Pilih koran dengan halaman yang memiliki nilai visual atau sentimental, lalu atur posisinya dengan sengaja. Hindari terlalu banyak halaman yang bertumpuk karena kepadatan teks dapat membuat permukaan terlihat berantakan; satu atau dua halaman dengan komposisi yang kuat justru dapat memberikan nuansa vintage yang lebih berkelas.
Advertisement
Tips agar Dekorasi Koran Tidak Terlihat Murahan
Hal terpenting adalah kurasi material. Tidak semua halaman koran harus digunakan; pilih bagian yang memiliki tipografi, foto hitam-putih, angka, atau komposisi teks yang menarik, karena tampilan warna dan kondisi kertas dapat berubah seiring waktu akibat paparan cahaya dan proses penuaan material.
Selanjutnya, kendalikan jumlah elemen yang digunakan. Dekorasi berbahan koran akan terlihat lebih mahal jika memiliki ruang kosong, bentuk yang sederhana, dan palet warna yang terbatas daripada jika seluruh permukaan dipenuhi potongan koran dengan ukuran dan warna yang berbeda-beda.
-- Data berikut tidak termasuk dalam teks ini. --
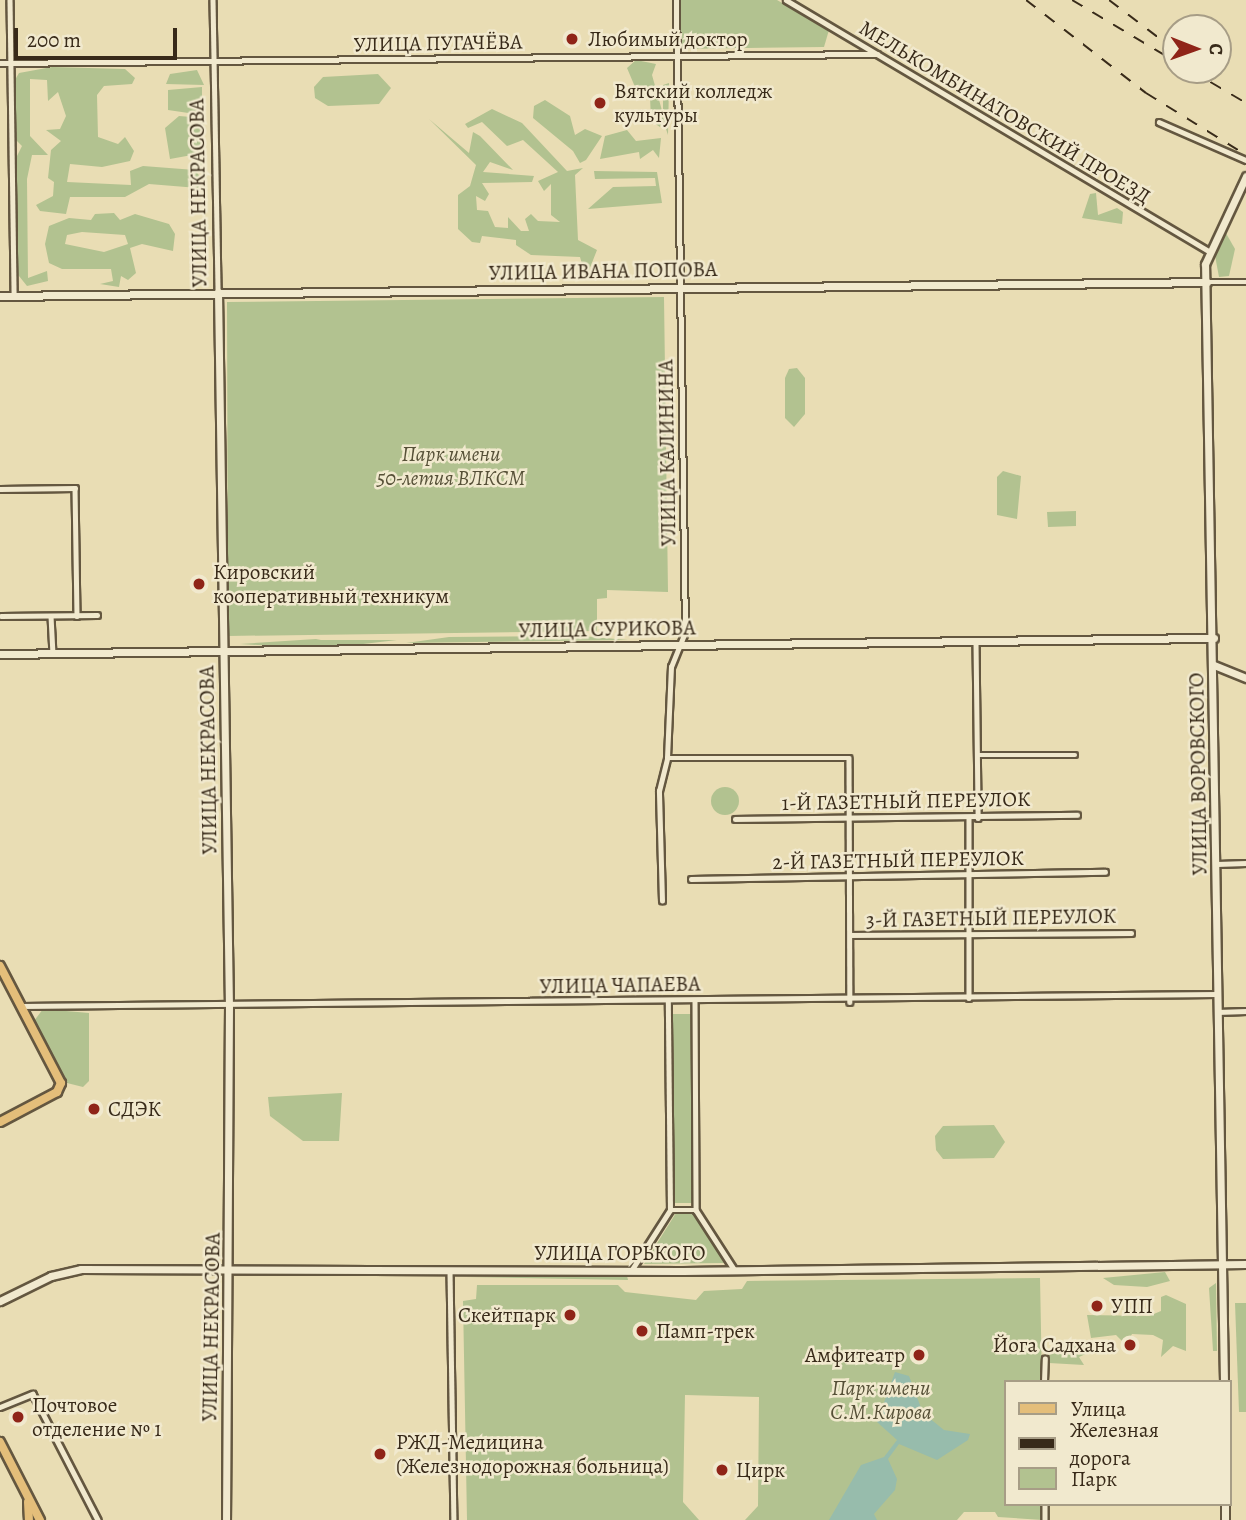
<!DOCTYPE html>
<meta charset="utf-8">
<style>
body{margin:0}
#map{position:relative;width:1246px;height:1520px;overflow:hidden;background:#e9ddb4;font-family:Alegreya,serif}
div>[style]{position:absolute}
.green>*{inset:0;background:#b2c290}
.round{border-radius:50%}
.water>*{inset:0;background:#97bcac}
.roads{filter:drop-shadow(2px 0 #645740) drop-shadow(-2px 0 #645740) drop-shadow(0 2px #645740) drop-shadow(0 -2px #645740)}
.street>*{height:4.5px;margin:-2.25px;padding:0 2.25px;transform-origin:2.25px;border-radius:2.25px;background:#f1e9ce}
.secondary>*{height:7px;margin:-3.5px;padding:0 3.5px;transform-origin:3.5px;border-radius:3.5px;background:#f1e9ce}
.primary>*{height:8px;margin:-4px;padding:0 4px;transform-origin:4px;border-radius:4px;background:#e4be7a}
.rail>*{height:2px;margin-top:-1px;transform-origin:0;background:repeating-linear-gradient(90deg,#382a19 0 12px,transparent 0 24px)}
.dots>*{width:19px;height:19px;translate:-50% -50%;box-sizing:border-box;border:4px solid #f1e9ce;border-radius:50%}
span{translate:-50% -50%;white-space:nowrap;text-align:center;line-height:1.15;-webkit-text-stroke:5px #f1e9ce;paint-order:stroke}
.poi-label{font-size:21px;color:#382a19}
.left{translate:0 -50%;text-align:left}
.right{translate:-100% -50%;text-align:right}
.street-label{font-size:21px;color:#382a19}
.park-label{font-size:21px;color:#565037;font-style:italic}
.legend{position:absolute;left:1004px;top:1380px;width:228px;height:126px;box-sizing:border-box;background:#f1e9ce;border:2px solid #a79d86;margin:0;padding:9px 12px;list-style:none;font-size:21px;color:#382a19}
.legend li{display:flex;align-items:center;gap:14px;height:35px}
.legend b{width:35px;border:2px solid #a79d86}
.north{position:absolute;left:1162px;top:14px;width:70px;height:70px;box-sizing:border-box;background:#f1e9ce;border:2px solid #a79d86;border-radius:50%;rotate:91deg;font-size:19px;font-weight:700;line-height:28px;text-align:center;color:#382a19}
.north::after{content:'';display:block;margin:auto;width:24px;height:32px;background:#8f2418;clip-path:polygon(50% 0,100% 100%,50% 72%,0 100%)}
.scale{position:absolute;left:14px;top:28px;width:163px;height:32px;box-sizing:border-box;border:4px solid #382a19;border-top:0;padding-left:9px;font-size:21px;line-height:24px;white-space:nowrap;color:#382a19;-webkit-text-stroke:5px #f1e9ce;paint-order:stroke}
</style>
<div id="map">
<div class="green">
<div style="clip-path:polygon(679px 0,777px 0,829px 30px,824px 47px,679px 49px)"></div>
<div style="clip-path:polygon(636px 60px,656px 64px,652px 75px,663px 114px,663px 85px,669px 83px,668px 135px,663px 120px,660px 127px,651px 121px,650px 96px,638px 94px,627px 68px)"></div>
<div style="clip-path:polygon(52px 67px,125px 69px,135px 78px,132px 84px,104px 86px,97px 95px,98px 137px,118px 144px,125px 137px,134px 151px,130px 161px,102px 167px,70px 164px,67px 182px,131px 185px,130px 171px,143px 166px,195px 170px,204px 182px,198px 188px,149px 184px,125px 197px,70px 197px,66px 214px,40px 211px,36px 205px,53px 196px,54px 182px,48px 178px,51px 150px,61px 141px,46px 130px,60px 129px,66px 116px,58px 92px,48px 101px,47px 80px,30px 79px,30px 136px,48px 155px,32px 155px,27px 179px,28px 278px,47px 271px,48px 281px,27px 286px,15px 271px,14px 162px,22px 146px,12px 136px,17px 131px,12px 127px,12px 85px,19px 73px)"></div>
<div style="clip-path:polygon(197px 70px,204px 85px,166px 84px,170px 74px)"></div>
<div style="clip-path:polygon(378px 74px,391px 88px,379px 104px,328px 106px,315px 98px,314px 87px,323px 77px)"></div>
<div style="clip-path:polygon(202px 87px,202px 115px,168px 110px,168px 90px)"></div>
<div style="clip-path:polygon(545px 100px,570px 116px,575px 135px,585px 129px,602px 136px,586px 160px,580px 163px,573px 151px,533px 118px,534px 106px)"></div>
<div style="clip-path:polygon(492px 109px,522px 123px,567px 171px,583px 168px,575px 175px,578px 240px,597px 250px,586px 278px,580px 257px,531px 255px,516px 245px,516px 240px,482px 236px,480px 243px,472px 242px,458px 229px,458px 195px,470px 186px,476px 165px,429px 119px,469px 153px,473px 132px,480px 136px,513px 170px,490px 162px,483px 172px,534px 176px,532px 182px,482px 183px,489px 194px,485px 201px,476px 196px,477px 210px,488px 211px,495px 227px,508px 228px,508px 217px,521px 231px,529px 231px,525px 219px,531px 214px,538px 221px,560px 222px,551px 215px,551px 184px,544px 191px,538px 181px,558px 172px,523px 140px,507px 146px,482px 122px,468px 128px,465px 124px)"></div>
<div style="clip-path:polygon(179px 116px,204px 118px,203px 172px,192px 155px,170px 159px,165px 128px)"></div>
<div style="clip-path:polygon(627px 130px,636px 141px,661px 138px,659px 158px,653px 150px,640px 159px,639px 152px,600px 159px,605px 136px)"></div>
<div style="clip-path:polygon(594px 171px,657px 172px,662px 203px,588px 209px,613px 187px,656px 186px,655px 178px,595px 179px)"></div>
<div style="clip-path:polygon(1096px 193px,1098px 215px,1117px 208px,1123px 212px,1122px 224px,1082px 218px,1090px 194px)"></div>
<div style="clip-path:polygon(evenodd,114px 213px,120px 220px,135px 214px,169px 224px,175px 234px,173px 251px,142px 244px,130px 248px,136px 273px,128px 280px,121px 276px,119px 287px,100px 284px,113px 281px,111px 269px,62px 269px,49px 263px,45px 244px,49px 226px,69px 218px,91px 220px,95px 214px,114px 213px,82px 232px,125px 235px,128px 244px,104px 252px,65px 244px,67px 235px,82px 232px)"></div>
<div style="clip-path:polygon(1223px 228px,1235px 249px,1229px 276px,1219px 277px,1214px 250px)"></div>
<div style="clip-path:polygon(664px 297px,668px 592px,607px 590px,607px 598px,597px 599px,597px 631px,228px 636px,227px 302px)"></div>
<div style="clip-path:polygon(797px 368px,805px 378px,805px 414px,794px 427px,785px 418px,785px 378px,789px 369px)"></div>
<div style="clip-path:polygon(1003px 471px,1021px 476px,1017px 519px,997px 515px,997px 477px)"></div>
<div style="clip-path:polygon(1076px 511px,1076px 526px,1048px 527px,1047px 512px)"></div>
<div style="clip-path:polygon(582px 636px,628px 640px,406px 643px,449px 637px)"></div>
<div style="clip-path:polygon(316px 639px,321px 640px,397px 640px,321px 649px,240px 644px)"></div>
<div class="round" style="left:711px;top:787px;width:28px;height:28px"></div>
<div style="clip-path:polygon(43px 1009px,89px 1013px,89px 1081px,83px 1087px,67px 1083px,34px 1021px)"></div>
<div style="clip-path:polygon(672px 1014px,692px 1014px,693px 1203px,673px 1203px)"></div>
<div style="clip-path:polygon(342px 1093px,339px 1141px,303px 1141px,270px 1116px,268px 1097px)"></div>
<div style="clip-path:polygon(994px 1125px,1005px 1142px,994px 1158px,943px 1159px,936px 1150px,935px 1136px,943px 1126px)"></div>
<div style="clip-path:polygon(676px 1213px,695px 1213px,724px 1263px,644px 1264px)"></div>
<div style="clip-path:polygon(1165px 1272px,1170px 1281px,1147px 1287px,1114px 1285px,1103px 1278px)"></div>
<div style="clip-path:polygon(627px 1276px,628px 1280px,465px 1277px)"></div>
<div style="clip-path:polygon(1040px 1278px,1042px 1382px,1006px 1382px,1006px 1504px,1043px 1504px,1043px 1520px,998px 1517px,995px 1512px,964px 1512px,957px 1520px,745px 1520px,758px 1506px,759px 1397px,685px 1395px,683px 1502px,699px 1520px,467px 1520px,463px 1301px,476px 1299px,477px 1285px,618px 1285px,625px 1292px,696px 1300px,704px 1291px,742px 1289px,747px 1281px)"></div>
<div style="clip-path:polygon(1216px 1283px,1217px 1351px,1213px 1351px,1209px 1288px)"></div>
<div style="clip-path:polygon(1166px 1295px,1186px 1304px,1186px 1351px,1173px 1346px,1161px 1357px,1163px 1340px,1153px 1335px,1132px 1334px,1126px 1345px,1116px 1335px,1091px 1338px,1087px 1315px,1149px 1316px,1161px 1311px,1161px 1297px)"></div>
<div style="clip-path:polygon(1235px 1303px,1246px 1303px,1246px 1412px,1239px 1412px)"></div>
<div style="clip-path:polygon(1086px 1342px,1090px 1352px,1079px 1357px,1084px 1365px,1049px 1363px,1048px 1355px)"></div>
</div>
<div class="water">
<div style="clip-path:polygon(895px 1372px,909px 1376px,923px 1413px,944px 1430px,970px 1434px,968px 1440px,937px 1460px,899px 1444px,888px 1459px,897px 1479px,895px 1490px,874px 1514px,877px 1520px,829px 1520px,861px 1465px,884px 1457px,897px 1440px,877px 1422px)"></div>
</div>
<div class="roads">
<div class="street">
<div style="left:10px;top:0;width:296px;rotate:89.2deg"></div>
<div style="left:213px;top:0;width:292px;rotate:89deg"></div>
<div style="left:786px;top:0;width:490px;rotate:30.7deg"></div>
<div style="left:0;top:63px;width:877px;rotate:-0.59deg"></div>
<div style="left:1159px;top:122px;width:95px;rotate:23.6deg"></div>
<div style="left:1207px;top:282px;width:39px"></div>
<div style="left:0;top:489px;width:75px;rotate:-0.8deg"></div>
<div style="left:75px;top:488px;width:128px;rotate:89.1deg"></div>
<div style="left:1px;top:616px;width:96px;rotate:-0.6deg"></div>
<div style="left:51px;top:616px;width:37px;rotate:87deg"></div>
<div style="left:976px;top:642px;width:176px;rotate:89.3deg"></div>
<div style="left:978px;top:755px;width:97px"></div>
<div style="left:667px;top:758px;width:182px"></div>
<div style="left:849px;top:758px;width:244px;rotate:89.8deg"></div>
<div style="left:969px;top:818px;width:180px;rotate:90deg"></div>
<div style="left:735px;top:819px;width:342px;rotate:-0.7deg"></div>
<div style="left:1217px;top:864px;width:29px;rotate:-2deg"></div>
<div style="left:691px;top:879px;width:414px;rotate:-1deg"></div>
<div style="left:662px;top:901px;width:110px;rotate:-91.6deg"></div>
<div style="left:659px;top:791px;width:34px;rotate:-76deg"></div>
<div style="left:667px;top:758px;width:91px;rotate:-87.5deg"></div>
<div style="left:671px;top:667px;width:37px;rotate:-68deg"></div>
<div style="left:685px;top:633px;width:633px;rotate:-90.81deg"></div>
<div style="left:851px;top:935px;width:280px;rotate:-0.4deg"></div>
<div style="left:695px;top:1001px;width:209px;rotate:89.7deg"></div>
<div style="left:696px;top:1210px;width:70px;rotate:57.2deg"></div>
<div style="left:22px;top:1006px;width:1195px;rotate:-0.58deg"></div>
<div style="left:1217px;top:1012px;width:29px;rotate:-2deg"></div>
<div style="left:670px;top:1210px;width:26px"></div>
<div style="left:450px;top:1271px;width:249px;rotate:89.1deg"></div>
<div style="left:631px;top:1271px;width:72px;rotate:-57.4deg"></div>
<div style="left:670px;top:1210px;width:208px;rotate:-90.6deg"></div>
<div style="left:1044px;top:1382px;width:23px;rotate:-88deg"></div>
<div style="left:0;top:1407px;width:35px;rotate:-22deg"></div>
<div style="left:33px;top:1394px;width:142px;rotate:62.7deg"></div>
<div style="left:1045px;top:1504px;width:16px;rotate:90deg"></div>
</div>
<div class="secondary">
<div style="left:218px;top:292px;width:713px;rotate:89.12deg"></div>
<div style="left:229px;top:1005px;width:515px;rotate:90.33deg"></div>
<div style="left:0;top:296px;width:1207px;rotate:-0.66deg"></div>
<div style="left:0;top:654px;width:1214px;rotate:-0.76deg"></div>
<div style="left:1214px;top:665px;width:35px;rotate:22deg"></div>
<div style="left:0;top:1301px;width:57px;rotate:-26.1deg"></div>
<div style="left:51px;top:1276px;width:31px;rotate:-13deg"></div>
<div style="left:81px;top:1269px;width:602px;rotate:0.19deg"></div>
<div style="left:683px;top:1271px;width:563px;rotate:-0.71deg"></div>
<div style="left:1224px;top:1382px;width:1118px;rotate:-90.97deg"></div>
<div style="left:1205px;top:264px;width:97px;rotate:-65deg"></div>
<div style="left:1225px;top:1504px;width:16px;rotate:90deg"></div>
</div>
<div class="primary">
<div style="left:0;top:966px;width:132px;rotate:62.5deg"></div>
<div style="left:61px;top:1083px;width:10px;rotate:114deg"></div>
<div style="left:57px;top:1092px;width:64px;rotate:152.2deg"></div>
<div style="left:0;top:1442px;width:88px;rotate:62.9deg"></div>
<div style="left:28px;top:1502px;width:18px;rotate:87deg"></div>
</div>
</div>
<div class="rail">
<div style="left:1026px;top:0;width:152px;rotate:37.8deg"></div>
<div style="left:1146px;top:93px;width:118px;rotate:31.8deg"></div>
<div style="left:1072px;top:0;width:121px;rotate:30.8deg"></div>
<div style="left:1109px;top:0;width:84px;rotate:37.3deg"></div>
<div style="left:1190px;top:70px;width:65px;rotate:30.5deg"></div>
</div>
<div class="dots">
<div style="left:572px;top:39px;background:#8f2418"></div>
<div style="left:600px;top:103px;background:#8f2418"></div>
<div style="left:199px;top:584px;background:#8f2418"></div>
<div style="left:94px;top:1109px;background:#8f2418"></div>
<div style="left:1097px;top:1306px;background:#8f2418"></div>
<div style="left:570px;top:1315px;background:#8f2418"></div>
<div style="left:642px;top:1331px;background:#8f2418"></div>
<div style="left:1130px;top:1345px;background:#8f2418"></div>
<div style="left:919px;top:1355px;background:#8f2418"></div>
<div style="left:18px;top:1417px;background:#8f2418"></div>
<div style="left:380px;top:1454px;background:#8f2418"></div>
<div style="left:722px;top:1470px;background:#8f2418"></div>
</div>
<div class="poi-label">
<span class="left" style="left:588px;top:39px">Любимый доктор</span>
<span class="left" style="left:614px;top:103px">Вятский колледж<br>культуры</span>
<span class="left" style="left:213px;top:584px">Кировский<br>кооперативный техникум</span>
<span class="left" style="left:108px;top:1109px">СДЭК</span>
<span class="left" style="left:1111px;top:1306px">УПП</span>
<span class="right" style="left:556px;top:1315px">Скейтпарк</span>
<span class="left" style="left:656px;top:1331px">Памп-трек</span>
<span class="right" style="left:1116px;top:1345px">Йога Садхана</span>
<span class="right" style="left:905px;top:1355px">Амфитеатр</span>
<span class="left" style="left:32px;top:1417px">Почтовое<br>отделение № 1</span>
<span class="left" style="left:396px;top:1454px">РЖД-Медицина<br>(Железнодорожная больница)</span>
<span class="left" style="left:736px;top:1470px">Цирк</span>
</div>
<div class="street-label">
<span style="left:438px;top:43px;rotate:-1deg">УЛИЦА ПУГАЧЁВА</span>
<span style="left:1005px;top:112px;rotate:31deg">МЕЛЬКОМБИНАТОВСКИЙ ПРОЕЗД</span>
<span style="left:198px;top:193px;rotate:-91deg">УЛИЦА НЕКРАСОВА</span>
<span style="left:603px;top:271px;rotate:-1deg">УЛИЦА ИВАНА ПОПОВА</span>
<span style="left:667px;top:453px;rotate:-91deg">УЛИЦА КАЛИНИНА</span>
<span style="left:607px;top:629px;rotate:-1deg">УЛИЦА СУРИКОВА</span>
<span style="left:208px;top:760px;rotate:-91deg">УЛИЦА НЕКРАСОВА</span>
<span style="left:1198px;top:774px;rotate:-91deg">УЛИЦА ВОРОВСКОГО</span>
<span style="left:906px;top:801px;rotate:-1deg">1-Й ГАЗЕТНЫЙ ПЕРЕУЛОК</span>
<span style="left:898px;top:860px;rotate:-1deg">2-Й ГАЗЕТНЫЙ ПЕРЕУЛОК</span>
<span style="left:991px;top:918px;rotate:-1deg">3-Й ГАЗЕТНЫЙ ПЕРЕУЛОК</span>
<span style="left:620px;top:985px;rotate:-1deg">УЛИЦА ЧАПАЕВА</span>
<span style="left:620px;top:1253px">УЛИЦА ГОРЬКОГО</span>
<span style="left:211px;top:1327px;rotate:-89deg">УЛИЦА НЕКРАСОВА</span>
</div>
<div class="park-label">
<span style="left:451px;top:466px">Парк имени<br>50-летия ВЛКСМ</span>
<span style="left:881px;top:1400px">Парк имени<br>С.М.Кирова</span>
</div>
<ul class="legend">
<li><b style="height:9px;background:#e4be7a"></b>Улица</li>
<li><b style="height:9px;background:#382a19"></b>Железная дорога</li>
<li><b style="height:19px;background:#b2c290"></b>Парк</li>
</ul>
<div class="north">С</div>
<div class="scale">200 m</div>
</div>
Terakhir, padukan koran dengan material yang memberikan kesan lebih solid, seperti kayu, kaca, logam, linen, atau keramik. Kontras antara material sederhana dan material yang lebih refined dapat membuat koran berfungsi sebagai aksen desain sehingga perhatian tertuju pada kreativitas pengolahannya, bukan pada fakta bahwa bahan utamanya merupakan koran bekas.
Advertisement
Pertanyaan dan Jawaban Seputar Ide Memanfaatkan Koran Bekas untuk Dekorasi yang Tidak Terlihat Murahan
1. Apakah koran bekas bisa digunakan sebagai dekorasi rumah?
Bisa. Koran bekas dapat diolah menjadi wall art, shadow box, vas papier-mâché, decoupage, panel bertekstur, hingga wreath. Dengan komposisi, bentuk, dan finishing yang tepat, hasilnya dapat terlihat artistik dan tidak murahan.
2. Bagaimana agar dekorasi dari koran bekas tidak terlihat murahan?
Pilih halaman dengan tipografi atau foto yang menarik, batasi warna dan jumlah elemen, serta gunakan bentuk yang sederhana. Padukan juga koran dengan material seperti kayu, kaca, logam, linen, atau keramik untuk memberikan kesan lebih elegan.
3. Apakah dekorasi dari koran bekas tahan lama?
Bisa, terutama jika koran diberi lapisan pelindung dan tidak ditempatkan di area lembap atau terkena sinar matahari langsung. Untuk dekorasi yang sering disentuh, seperti meja atau nampan, gunakan finishing pelindung agar permukaannya lebih awet.